• Your goal
The expected output is an exact restatement of all the records.

(Stored data)
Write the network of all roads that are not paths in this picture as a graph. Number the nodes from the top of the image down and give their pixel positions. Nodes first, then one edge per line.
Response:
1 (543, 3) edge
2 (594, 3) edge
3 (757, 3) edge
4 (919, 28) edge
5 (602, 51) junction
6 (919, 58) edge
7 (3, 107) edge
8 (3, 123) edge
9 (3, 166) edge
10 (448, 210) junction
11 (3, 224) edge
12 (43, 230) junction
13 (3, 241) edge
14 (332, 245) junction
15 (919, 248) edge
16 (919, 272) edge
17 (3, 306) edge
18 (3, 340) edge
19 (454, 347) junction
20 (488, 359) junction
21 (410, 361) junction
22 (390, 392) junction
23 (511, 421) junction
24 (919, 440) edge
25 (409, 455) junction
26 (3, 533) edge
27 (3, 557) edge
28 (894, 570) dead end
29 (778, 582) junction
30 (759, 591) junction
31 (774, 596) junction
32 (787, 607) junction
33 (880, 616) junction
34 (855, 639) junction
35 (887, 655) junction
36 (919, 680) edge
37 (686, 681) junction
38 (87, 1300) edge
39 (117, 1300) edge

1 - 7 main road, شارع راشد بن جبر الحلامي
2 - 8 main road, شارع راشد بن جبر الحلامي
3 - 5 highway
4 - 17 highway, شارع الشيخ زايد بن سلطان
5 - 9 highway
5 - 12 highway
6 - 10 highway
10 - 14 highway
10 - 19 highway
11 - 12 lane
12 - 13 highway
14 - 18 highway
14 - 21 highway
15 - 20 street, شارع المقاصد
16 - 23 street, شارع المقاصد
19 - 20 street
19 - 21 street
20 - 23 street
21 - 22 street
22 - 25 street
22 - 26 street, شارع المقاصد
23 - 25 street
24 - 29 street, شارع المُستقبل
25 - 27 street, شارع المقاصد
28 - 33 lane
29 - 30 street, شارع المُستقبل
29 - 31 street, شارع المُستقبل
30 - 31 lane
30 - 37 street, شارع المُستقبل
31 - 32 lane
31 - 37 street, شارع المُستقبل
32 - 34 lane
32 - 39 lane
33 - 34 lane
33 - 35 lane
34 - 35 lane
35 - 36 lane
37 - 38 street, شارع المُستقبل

• Task solution
Write the network of all roads that are not paths in this picture as a graph. Number the nodes from the top of the image down and give their pixel positions. Nodes first, then one edge per line.
Response:
1 (543, 3) edge
2 (594, 3) edge
3 (757, 3) edge
4 (919, 28) edge
5 (602, 51) junction
6 (919, 58) edge
7 (3, 107) edge
8 (3, 123) edge
9 (3, 166) edge
10 (448, 210) junction
11 (3, 224) edge
12 (43, 230) junction
13 (3, 241) edge
14 (332, 245) junction
15 (919, 248) edge
16 (919, 272) edge
17 (3, 306) edge
18 (3, 340) edge
19 (454, 347) junction
20 (488, 359) junction
21 (410, 361) junction
22 (390, 392) junction
23 (511, 421) junction
24 (919, 440) edge
25 (409, 455) junction
26 (3, 533) edge
27 (3, 557) edge
28 (894, 570) dead end
29 (778, 582) junction
30 (759, 591) junction
31 (774, 596) junction
32 (787, 607) junction
33 (880, 616) junction
34 (855, 639) junction
35 (887, 655) junction
36 (919, 680) edge
37 (686, 681) junction
38 (87, 1300) edge
39 (117, 1300) edge

1 - 7 main road, شارع راشد بن جبر الحلامي
2 - 8 main road, شارع راشد بن جبر الحلامي
3 - 5 highway
4 - 17 highway, شارع الشيخ زايد بن سلطان
5 - 9 highway
5 - 12 highway
6 - 10 highway
10 - 14 highway
10 - 19 highway
11 - 12 lane
12 - 13 highway
14 - 18 highway
14 - 21 highway
15 - 20 street, شارع المقاصد
16 - 23 street, شارع المقاصد
19 - 20 street
19 - 21 street
20 - 23 street
21 - 22 street
22 - 25 street
22 - 26 street, شارع المقاصد
23 - 25 street
24 - 29 street, شارع المُستقبل
25 - 27 street, شارع المقاصد
28 - 33 lane
29 - 30 street, شارع المُستقبل
29 - 31 street, شارع المُستقبل
30 - 31 lane
30 - 37 street, شارع المُستقبل
31 - 32 lane
31 - 37 street, شارع المُستقبل
32 - 34 lane
32 - 39 lane
33 - 34 lane
33 - 35 lane
34 - 35 lane
35 - 36 lane
37 - 38 street, شارع المُستقبل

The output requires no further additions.